- _WHAT IS EXPECTED_
All the records that follow need to be reproduced exactly. Omit the images.

- _EXERCISE DATA_
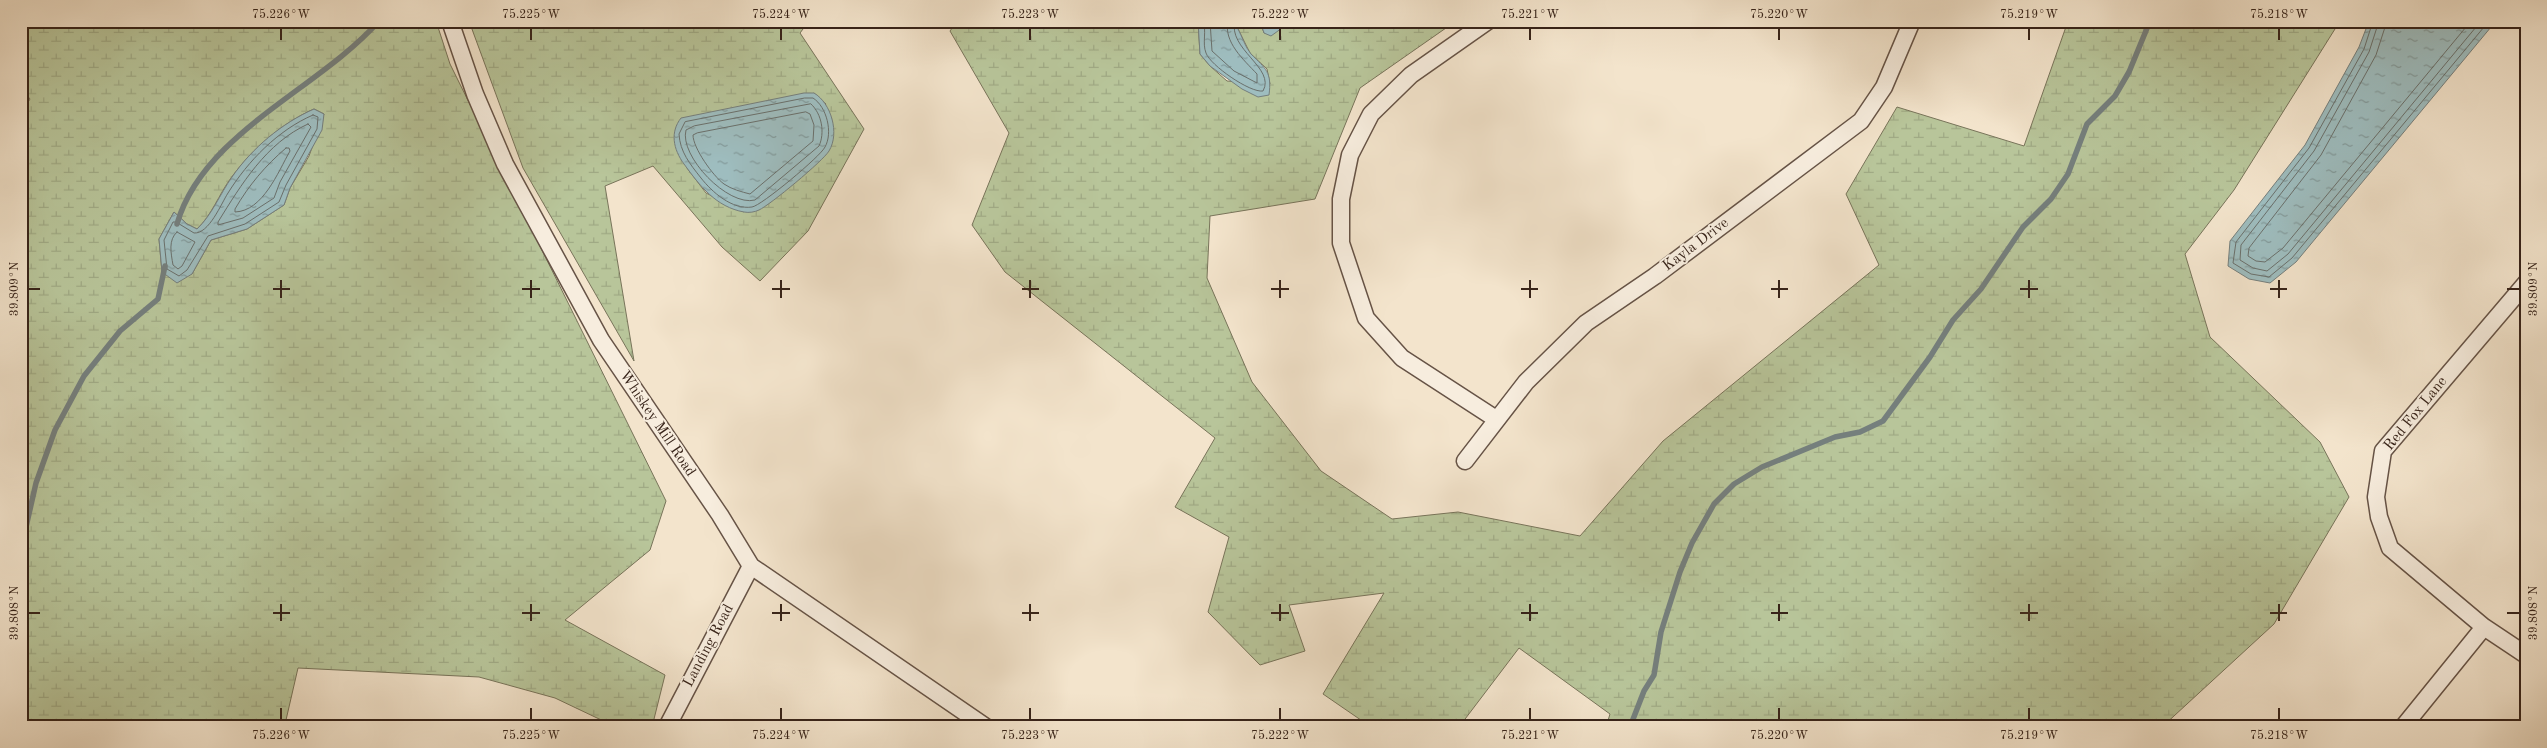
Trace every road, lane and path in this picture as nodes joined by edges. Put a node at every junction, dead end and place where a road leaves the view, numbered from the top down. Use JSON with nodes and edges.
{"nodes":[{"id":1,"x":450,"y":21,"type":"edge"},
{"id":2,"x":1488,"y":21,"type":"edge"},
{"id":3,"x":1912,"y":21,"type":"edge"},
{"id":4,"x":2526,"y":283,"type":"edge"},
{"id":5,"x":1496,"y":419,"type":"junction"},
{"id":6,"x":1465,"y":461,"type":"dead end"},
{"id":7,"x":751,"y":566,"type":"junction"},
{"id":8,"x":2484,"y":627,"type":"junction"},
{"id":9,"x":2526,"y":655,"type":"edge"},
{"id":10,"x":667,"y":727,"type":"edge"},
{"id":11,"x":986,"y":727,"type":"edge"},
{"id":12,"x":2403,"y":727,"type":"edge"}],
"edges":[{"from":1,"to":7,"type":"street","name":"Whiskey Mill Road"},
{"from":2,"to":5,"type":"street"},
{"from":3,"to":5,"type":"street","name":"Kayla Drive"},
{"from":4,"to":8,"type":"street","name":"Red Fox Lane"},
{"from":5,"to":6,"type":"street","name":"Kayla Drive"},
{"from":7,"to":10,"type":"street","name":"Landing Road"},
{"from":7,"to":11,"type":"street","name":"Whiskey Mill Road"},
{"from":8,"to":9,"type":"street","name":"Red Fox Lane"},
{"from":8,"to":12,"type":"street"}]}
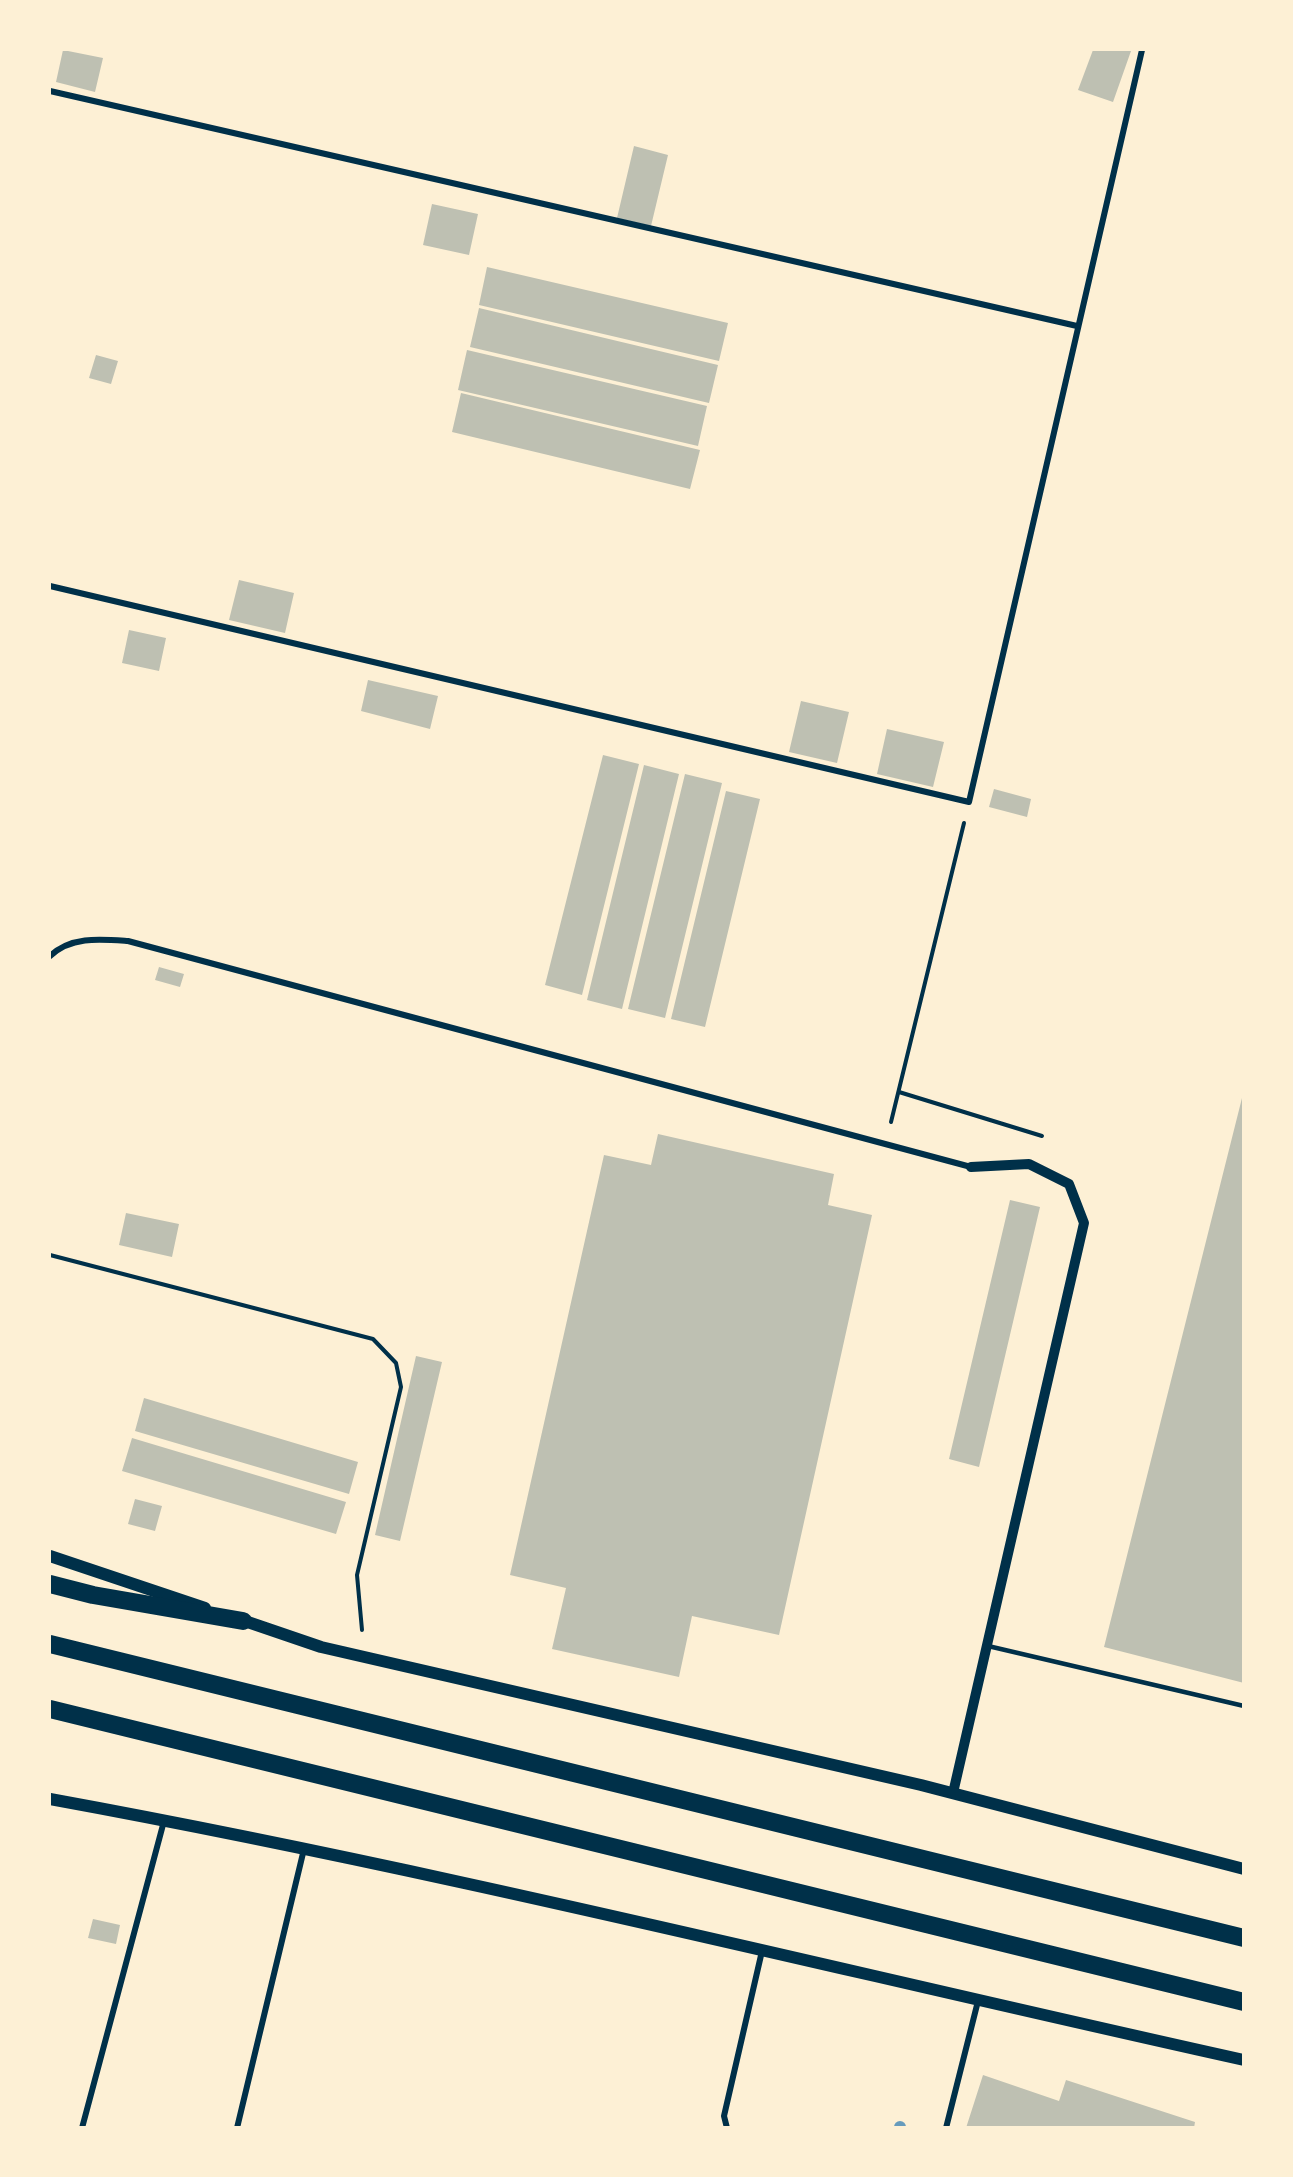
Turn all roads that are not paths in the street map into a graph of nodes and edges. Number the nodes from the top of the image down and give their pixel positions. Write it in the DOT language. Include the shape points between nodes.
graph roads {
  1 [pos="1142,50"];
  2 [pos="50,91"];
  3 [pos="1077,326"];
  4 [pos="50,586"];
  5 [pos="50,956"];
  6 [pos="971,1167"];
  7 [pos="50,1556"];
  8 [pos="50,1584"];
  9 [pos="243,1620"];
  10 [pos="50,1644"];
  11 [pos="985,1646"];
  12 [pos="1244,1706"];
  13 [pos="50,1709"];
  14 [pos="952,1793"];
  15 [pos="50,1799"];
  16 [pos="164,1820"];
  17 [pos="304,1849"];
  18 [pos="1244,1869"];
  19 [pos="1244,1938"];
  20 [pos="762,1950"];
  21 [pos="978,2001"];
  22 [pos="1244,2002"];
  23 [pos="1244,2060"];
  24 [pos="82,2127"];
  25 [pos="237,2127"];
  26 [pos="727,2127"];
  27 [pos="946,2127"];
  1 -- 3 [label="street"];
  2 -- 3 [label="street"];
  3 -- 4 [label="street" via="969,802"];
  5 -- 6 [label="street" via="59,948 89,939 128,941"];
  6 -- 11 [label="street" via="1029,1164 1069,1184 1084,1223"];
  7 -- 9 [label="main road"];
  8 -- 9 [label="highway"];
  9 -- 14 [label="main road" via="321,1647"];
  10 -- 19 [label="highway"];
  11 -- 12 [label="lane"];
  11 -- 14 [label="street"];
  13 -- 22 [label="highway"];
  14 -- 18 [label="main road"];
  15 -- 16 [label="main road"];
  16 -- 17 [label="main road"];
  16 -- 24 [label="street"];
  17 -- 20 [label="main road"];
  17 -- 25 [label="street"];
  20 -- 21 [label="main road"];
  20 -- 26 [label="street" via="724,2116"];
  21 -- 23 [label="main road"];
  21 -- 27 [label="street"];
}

- _THE ANSWER_
Trace every road, lane and path in this picture as nodes joined by edges. Put a node at every junction, dead end and place where a road leaves the view, numbered from the top down. Use JSON with nodes and edges.
{"nodes":[{"id":1,"x":450,"y":21,"type":"edge"},
{"id":2,"x":1488,"y":21,"type":"edge"},
{"id":3,"x":1912,"y":21,"type":"edge"},
{"id":4,"x":2526,"y":283,"type":"edge"},
{"id":5,"x":1496,"y":419,"type":"junction"},
{"id":6,"x":1465,"y":461,"type":"dead end"},
{"id":7,"x":751,"y":566,"type":"junction"},
{"id":8,"x":2484,"y":627,"type":"junction"},
{"id":9,"x":2526,"y":655,"type":"edge"},
{"id":10,"x":667,"y":727,"type":"edge"},
{"id":11,"x":986,"y":727,"type":"edge"},
{"id":12,"x":2403,"y":727,"type":"edge"}],
"edges":[{"from":1,"to":7,"type":"street","name":"Whiskey Mill Road"},
{"from":2,"to":5,"type":"street"},
{"from":3,"to":5,"type":"street","name":"Kayla Drive"},
{"from":4,"to":8,"type":"street","name":"Red Fox Lane"},
{"from":5,"to":6,"type":"street","name":"Kayla Drive"},
{"from":7,"to":10,"type":"street","name":"Landing Road"},
{"from":7,"to":11,"type":"street","name":"Whiskey Mill Road"},
{"from":8,"to":9,"type":"street","name":"Red Fox Lane"},
{"from":8,"to":12,"type":"street"}]}
Turn all roads that are not paths in the street map into a graph of nodes and edges. Number the nodes from the top of the image down and give their pixel positions. Write it in the DOT language. Include the shape points between nodes.
graph roads {
  1 [pos="1142,50"];
  2 [pos="50,91"];
  3 [pos="1077,326"];
  4 [pos="50,586"];
  5 [pos="50,956"];
  6 [pos="971,1167"];
  7 [pos="50,1556"];
  8 [pos="50,1584"];
  9 [pos="243,1620"];
  10 [pos="50,1644"];
  11 [pos="985,1646"];
  12 [pos="1244,1706"];
  13 [pos="50,1709"];
  14 [pos="952,1793"];
  15 [pos="50,1799"];
  16 [pos="164,1820"];
  17 [pos="304,1849"];
  18 [pos="1244,1869"];
  19 [pos="1244,1938"];
  20 [pos="762,1950"];
  21 [pos="978,2001"];
  22 [pos="1244,2002"];
  23 [pos="1244,2060"];
  24 [pos="82,2127"];
  25 [pos="237,2127"];
  26 [pos="727,2127"];
  27 [pos="946,2127"];
  1 -- 3 [label="street"];
  2 -- 3 [label="street"];
  3 -- 4 [label="street" via="969,802"];
  5 -- 6 [label="street" via="59,948 89,939 128,941"];
  6 -- 11 [label="street" via="1029,1164 1069,1184 1084,1223"];
  7 -- 9 [label="main road"];
  8 -- 9 [label="highway"];
  9 -- 14 [label="main road" via="321,1647"];
  10 -- 19 [label="highway"];
  11 -- 12 [label="lane"];
  11 -- 14 [label="street"];
  13 -- 22 [label="highway"];
  14 -- 18 [label="main road"];
  15 -- 16 [label="main road"];
  16 -- 17 [label="main road"];
  16 -- 24 [label="street"];
  17 -- 20 [label="main road"];
  17 -- 25 [label="street"];
  20 -- 21 [label="main road"];
  20 -- 26 [label="street" via="724,2116"];
  21 -- 23 [label="main road"];
  21 -- 27 [label="street"];
}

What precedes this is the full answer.